L'art du portrait d'une femme assise sur un canapé rouge représenté à l'aquarelle.

L’art du portrait de Marina Gavanski Zissis

Le monde du portrait est un des plus fascinants et riches. Le portrait le plus célèbre est, sans conteste, celui de la Joconde de Léonard de Vinci. Les gens ont élaboré les thèses les plus farfelues à son sujet, se demandant quel mystère cache cette femme. D’ailleurs, est-ce une femme ou un travesti, ou même un autoportrait du peintre ? Que cache son sourire ?

Mona Lissa Gherardini, le modèle, était, on le sait aujourd’hui, la femme d’un marchand de soie florentin, appelé Francesco del Giocondo, ami de Léonardo. Ce portrait est, en effet, mystérieux, car Léonard de Vinci a peint un masque, où rien ne transparait de la psychologie du modèle. Au Moyen-âge, comme à la Renaissance, et jusqu’à aujourd’hui, de nombreux peintres ont pratiqué cette forme de portrait qui montre l’enveloppe et non la personnalité du modèle. Les Vierges, par exemple, dont les modèles étaient souvent des femmes de l’aristocratie, sont généralement des portraits qui se limitent à montrer un sourire béat qui ne dit rien. Modigliani, plus près de nous a fait de tous ses portraits, des masques. À l’autre bout du spectre, Picasso, avec les portraits déconstruits de ses femmes exprime une psychologie violente, proche de la folie, où l’enveloppe est éclatée.
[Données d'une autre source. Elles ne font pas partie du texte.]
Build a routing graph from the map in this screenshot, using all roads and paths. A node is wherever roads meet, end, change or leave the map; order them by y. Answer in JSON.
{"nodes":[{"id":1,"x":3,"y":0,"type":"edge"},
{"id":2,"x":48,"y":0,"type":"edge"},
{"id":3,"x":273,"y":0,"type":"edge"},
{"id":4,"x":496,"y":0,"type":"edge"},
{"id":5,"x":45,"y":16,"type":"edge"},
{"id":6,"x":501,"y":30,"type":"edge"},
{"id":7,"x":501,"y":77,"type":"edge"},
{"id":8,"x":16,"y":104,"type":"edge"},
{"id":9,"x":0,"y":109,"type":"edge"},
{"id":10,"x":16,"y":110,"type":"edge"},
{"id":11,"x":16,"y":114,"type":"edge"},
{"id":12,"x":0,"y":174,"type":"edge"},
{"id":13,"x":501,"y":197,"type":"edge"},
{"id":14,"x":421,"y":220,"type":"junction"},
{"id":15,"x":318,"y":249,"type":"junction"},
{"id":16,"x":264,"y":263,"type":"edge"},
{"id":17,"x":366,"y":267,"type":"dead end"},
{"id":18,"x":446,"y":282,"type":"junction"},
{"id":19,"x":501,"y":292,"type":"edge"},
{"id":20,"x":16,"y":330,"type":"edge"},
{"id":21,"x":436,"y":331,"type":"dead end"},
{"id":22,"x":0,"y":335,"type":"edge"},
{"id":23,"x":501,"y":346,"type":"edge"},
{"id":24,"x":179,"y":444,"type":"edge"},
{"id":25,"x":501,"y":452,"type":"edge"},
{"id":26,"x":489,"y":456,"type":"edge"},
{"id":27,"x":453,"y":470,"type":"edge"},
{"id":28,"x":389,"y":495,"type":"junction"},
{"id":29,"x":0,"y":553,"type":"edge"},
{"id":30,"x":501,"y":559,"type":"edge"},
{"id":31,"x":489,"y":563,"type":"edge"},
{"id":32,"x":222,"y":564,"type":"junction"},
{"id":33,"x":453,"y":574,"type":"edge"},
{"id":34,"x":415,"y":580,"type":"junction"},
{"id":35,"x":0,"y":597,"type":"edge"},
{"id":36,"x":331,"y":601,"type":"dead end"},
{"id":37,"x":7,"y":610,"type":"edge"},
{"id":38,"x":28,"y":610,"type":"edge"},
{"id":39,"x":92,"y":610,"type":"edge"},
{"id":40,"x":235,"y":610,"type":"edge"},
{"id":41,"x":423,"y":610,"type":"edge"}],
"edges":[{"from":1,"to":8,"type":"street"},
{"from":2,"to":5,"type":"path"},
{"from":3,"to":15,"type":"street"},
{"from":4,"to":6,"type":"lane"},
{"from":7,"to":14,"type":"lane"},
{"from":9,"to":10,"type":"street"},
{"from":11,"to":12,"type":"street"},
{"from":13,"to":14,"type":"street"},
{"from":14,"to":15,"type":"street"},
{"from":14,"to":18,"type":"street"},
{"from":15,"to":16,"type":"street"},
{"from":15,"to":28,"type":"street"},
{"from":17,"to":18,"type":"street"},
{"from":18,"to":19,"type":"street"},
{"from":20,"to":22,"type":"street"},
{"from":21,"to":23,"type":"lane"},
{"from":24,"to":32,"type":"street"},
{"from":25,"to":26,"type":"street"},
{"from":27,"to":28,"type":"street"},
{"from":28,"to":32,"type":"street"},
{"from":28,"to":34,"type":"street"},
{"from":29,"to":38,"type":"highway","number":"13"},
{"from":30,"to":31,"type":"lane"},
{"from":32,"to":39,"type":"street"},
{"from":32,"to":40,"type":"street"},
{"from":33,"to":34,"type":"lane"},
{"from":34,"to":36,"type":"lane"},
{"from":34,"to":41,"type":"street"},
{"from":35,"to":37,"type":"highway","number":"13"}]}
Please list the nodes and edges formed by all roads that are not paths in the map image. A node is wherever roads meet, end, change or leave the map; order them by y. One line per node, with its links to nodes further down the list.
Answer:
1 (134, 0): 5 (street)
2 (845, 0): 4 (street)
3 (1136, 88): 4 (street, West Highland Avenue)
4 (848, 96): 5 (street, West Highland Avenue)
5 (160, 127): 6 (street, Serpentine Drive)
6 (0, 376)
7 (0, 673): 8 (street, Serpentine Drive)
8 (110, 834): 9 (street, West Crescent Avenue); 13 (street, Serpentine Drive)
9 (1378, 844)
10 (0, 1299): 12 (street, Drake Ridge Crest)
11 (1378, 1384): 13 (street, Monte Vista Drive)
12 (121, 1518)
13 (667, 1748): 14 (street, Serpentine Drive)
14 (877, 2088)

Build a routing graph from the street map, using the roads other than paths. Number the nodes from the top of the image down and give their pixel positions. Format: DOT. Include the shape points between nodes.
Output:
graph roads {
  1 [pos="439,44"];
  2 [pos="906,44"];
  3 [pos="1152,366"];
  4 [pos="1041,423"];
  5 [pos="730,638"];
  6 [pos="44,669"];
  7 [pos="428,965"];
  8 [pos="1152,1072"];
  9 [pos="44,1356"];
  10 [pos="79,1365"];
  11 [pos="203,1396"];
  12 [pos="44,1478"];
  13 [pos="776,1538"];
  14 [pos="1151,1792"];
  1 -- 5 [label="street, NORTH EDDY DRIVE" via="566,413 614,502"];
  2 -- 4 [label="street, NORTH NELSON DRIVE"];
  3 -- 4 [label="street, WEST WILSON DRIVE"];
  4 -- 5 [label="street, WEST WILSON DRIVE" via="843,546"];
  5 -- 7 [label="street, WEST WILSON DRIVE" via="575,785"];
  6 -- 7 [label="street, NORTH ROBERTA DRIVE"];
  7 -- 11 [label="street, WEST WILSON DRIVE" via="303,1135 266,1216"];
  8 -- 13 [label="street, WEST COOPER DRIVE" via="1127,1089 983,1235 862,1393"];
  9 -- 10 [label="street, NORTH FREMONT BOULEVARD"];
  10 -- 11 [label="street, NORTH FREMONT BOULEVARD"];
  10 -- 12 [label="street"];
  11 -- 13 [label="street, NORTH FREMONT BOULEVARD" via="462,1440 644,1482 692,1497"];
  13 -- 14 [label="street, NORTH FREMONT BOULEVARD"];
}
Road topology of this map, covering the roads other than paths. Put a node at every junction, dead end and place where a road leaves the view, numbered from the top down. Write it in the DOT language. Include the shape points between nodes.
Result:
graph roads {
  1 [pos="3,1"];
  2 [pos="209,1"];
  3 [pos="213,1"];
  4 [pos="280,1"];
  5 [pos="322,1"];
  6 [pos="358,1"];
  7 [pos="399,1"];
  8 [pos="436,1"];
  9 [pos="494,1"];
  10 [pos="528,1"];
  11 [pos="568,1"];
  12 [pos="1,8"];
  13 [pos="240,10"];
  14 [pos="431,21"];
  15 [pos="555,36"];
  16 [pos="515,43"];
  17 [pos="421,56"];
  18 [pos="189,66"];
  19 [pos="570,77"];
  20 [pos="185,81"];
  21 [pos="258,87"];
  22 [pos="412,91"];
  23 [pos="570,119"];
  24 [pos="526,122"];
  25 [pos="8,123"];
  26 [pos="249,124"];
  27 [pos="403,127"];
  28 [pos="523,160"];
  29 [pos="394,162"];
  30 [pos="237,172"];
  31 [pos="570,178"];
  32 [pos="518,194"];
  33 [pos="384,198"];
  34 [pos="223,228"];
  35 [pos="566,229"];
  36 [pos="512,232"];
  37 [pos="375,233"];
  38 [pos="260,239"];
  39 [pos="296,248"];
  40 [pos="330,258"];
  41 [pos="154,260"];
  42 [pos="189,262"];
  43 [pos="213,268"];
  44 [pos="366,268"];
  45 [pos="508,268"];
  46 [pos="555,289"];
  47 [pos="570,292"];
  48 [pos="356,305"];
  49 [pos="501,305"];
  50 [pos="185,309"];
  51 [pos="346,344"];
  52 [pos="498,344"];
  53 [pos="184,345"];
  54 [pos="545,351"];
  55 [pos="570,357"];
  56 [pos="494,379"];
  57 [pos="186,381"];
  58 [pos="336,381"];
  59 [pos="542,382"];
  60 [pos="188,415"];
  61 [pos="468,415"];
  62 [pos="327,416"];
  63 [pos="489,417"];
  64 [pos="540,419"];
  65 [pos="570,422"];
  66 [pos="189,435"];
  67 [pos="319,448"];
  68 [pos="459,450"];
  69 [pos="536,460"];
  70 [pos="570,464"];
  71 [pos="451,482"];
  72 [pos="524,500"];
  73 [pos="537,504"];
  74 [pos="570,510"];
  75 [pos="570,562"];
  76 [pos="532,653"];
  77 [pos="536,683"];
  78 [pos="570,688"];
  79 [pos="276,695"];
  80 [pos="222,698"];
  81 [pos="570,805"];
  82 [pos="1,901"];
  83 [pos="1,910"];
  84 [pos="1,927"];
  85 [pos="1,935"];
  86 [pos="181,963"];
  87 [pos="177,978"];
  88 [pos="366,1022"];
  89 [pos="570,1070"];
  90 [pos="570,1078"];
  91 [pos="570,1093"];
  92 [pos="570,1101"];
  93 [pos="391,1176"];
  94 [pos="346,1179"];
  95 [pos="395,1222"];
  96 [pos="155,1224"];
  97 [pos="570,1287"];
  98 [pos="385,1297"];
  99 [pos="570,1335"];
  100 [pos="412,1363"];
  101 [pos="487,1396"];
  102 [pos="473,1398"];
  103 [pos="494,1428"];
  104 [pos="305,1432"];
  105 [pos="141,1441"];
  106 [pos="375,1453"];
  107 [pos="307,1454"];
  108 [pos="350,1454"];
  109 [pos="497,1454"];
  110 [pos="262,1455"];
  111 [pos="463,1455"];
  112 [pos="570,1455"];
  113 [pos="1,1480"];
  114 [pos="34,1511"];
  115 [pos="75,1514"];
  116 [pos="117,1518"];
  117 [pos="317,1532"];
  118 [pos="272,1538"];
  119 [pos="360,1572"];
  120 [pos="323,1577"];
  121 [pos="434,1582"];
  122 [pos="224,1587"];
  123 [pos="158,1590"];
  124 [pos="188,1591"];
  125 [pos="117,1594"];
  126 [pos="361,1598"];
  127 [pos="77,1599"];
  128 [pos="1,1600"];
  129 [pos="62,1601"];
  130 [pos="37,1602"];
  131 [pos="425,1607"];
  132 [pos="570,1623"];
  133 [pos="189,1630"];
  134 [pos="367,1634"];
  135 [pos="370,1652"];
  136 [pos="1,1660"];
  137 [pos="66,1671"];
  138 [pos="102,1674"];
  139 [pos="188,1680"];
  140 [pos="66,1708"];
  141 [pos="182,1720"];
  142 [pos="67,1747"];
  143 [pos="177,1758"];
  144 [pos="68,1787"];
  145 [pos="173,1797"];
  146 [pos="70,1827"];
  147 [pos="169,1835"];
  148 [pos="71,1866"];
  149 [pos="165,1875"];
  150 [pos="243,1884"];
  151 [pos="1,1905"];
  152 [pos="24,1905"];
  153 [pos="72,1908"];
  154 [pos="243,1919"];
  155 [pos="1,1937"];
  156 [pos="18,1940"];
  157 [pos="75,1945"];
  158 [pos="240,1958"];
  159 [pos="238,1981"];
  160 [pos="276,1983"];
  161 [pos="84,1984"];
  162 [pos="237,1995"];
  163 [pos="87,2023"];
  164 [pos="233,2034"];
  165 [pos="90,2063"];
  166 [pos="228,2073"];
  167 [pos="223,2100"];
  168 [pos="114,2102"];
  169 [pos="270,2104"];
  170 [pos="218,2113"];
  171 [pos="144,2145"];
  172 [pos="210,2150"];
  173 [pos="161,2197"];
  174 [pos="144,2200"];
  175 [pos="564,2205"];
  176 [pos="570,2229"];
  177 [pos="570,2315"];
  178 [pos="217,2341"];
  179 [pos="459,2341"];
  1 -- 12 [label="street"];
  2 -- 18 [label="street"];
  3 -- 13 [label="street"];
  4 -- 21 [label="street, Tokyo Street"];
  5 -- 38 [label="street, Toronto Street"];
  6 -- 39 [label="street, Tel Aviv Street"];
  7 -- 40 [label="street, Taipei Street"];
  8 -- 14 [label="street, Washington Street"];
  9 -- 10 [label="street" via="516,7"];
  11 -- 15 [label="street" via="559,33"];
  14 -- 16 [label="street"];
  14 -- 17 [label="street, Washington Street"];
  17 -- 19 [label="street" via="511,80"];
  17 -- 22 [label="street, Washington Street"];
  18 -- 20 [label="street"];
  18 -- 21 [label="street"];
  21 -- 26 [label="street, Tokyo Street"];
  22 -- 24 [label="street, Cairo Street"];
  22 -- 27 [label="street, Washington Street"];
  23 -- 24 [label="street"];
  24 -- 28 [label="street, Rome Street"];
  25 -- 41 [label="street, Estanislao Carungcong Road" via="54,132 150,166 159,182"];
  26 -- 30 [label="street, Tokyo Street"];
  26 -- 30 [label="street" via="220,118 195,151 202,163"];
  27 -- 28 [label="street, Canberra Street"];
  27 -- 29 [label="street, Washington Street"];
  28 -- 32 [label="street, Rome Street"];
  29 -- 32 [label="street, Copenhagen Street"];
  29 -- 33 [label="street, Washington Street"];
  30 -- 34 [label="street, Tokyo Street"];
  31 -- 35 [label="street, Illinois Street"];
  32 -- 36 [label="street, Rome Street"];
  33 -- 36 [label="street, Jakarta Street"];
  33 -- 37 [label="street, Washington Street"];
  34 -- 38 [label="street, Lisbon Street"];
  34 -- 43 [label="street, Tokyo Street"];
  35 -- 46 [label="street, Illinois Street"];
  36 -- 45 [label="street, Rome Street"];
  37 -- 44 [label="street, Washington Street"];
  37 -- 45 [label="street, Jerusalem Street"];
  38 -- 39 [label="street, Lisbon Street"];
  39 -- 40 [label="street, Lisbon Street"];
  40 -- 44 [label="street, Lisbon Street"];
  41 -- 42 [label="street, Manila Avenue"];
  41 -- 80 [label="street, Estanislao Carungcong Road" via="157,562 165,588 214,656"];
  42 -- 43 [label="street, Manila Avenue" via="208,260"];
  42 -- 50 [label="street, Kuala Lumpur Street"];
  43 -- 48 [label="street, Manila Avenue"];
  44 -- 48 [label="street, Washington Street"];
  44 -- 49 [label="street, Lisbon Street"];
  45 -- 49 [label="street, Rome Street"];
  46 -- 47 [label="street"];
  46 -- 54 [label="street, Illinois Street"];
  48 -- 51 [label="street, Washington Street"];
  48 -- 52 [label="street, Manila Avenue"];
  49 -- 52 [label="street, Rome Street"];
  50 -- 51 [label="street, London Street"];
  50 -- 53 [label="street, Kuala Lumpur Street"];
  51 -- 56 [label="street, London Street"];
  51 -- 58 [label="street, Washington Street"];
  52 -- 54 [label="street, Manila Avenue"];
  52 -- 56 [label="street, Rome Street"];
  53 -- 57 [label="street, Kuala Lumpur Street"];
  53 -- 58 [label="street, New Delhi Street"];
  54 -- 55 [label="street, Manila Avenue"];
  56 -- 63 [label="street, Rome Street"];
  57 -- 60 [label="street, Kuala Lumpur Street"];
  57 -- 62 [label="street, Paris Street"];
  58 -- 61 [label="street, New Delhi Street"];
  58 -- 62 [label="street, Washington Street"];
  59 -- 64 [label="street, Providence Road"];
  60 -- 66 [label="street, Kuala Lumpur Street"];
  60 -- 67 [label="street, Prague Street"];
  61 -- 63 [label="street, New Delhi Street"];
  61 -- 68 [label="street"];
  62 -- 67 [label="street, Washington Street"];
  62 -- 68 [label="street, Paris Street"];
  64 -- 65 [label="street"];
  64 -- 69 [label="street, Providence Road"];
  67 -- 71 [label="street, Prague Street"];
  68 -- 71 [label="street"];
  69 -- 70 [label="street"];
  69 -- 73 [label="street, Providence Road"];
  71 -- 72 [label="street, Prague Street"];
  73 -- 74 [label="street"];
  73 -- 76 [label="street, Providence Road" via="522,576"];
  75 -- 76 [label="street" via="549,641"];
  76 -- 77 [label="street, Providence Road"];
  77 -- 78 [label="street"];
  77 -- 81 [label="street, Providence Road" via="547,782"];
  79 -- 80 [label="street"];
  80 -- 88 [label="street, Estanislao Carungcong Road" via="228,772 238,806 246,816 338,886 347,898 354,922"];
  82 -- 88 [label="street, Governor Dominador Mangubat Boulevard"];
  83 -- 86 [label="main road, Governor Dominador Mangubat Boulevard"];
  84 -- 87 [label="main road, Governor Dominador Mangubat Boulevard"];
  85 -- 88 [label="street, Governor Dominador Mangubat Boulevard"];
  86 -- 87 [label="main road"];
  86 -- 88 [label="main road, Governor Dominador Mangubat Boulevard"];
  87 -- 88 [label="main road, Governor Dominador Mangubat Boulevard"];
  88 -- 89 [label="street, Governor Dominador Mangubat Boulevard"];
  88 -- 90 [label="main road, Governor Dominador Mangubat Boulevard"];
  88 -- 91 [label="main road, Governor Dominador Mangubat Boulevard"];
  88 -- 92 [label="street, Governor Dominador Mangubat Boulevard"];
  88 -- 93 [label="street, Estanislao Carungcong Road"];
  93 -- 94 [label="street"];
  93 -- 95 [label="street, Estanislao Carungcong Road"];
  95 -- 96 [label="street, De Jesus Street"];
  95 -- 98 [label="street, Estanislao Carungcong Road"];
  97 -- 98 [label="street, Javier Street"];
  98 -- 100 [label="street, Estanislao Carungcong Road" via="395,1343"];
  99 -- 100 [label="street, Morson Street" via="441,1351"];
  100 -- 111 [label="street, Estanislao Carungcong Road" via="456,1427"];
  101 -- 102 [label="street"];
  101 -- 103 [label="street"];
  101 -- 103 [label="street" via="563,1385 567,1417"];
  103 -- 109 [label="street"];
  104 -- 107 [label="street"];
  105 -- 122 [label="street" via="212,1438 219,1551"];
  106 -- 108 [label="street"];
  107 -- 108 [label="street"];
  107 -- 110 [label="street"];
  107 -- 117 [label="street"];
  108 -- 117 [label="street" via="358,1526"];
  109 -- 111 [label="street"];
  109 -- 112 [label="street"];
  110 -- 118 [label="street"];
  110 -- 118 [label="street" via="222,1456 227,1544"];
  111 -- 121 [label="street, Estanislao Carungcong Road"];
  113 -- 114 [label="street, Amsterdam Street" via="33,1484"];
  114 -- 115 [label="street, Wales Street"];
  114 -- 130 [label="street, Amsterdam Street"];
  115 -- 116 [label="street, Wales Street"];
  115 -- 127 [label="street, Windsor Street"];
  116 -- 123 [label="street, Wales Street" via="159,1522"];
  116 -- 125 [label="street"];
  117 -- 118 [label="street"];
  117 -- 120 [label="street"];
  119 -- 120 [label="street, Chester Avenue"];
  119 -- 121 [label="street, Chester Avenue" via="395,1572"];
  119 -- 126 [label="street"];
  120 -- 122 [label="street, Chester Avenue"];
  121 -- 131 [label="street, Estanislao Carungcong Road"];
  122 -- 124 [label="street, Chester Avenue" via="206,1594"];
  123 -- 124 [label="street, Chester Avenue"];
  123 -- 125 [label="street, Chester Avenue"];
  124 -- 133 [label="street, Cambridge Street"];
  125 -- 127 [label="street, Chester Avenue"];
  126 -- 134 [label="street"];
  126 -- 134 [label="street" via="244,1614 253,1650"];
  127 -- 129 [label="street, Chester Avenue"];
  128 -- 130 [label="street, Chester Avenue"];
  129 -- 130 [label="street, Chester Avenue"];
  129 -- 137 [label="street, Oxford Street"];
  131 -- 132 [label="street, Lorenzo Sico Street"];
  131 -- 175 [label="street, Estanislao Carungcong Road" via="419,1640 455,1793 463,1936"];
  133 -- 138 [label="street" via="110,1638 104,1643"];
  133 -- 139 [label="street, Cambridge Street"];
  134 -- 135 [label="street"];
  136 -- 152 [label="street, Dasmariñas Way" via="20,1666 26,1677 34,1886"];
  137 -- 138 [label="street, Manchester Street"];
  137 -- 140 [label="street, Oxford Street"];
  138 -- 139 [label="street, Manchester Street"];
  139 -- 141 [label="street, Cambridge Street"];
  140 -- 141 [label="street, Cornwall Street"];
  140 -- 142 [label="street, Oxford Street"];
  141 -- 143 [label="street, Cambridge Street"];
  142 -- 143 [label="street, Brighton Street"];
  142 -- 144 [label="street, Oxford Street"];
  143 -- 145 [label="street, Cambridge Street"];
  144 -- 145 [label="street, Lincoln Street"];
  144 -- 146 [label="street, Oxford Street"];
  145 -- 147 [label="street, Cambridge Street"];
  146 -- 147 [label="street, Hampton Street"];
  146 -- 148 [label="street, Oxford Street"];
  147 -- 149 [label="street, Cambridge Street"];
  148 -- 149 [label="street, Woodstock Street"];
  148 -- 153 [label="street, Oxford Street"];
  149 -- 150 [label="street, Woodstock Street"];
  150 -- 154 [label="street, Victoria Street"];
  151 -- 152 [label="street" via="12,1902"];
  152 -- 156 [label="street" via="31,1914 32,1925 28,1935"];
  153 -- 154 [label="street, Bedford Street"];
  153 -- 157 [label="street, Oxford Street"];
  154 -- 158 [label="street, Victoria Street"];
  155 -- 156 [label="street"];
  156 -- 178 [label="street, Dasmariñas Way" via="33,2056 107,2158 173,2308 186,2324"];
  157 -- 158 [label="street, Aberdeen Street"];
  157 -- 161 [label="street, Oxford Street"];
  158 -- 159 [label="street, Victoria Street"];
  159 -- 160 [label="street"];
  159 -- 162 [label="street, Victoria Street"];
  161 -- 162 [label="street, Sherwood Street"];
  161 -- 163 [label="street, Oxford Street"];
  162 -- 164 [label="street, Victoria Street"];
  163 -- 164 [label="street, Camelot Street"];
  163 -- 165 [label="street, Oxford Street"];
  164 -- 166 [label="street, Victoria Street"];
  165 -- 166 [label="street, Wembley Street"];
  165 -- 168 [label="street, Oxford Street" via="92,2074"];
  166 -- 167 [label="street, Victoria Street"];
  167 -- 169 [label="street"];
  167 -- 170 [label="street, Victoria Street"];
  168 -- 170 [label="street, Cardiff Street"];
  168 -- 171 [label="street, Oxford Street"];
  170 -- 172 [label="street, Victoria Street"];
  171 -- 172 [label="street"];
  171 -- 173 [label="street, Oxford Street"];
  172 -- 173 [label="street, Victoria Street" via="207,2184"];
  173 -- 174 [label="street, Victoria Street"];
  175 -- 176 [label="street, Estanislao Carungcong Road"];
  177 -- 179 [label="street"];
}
Marina Gavanski Zissis occupe aujourd’hui une place particulière dans le monde du portrait, car ses portraits expriment les deux côtés de la médaille : l’enveloppe, et la personnalité profonde de ses modèles. J’ai voulu en savoir plus et je lui ai demandé une entrevue, la voici :


R.H. — 
Marina Gavanski Zissis, je souhaite parcourir tout le fil d’Ariane pour mieux comprendre les mystères de votre art et ma première question est : comment parvenez-vous à pénétrer dans la tête de vos modèles, pour arriver à capturer leur personnalité, avec autant de précision ?  

MARINA GAVANSKI ZISSIS. — Avez-vous déjà eu l’impression de connaître quelqu’un au moment où vous le rencontrez pour la première fois ? Cela m’arrive très souvent, surtout lorsque je peins un portrait. Cette impression de connaissance se multiplie en travaillant sur un portrait, surtout dans le cas d’un modèle vivant.

R.H. — En dépit de vos modèles est-ce que vos états d’âme et la lumière influencent votre peinture ?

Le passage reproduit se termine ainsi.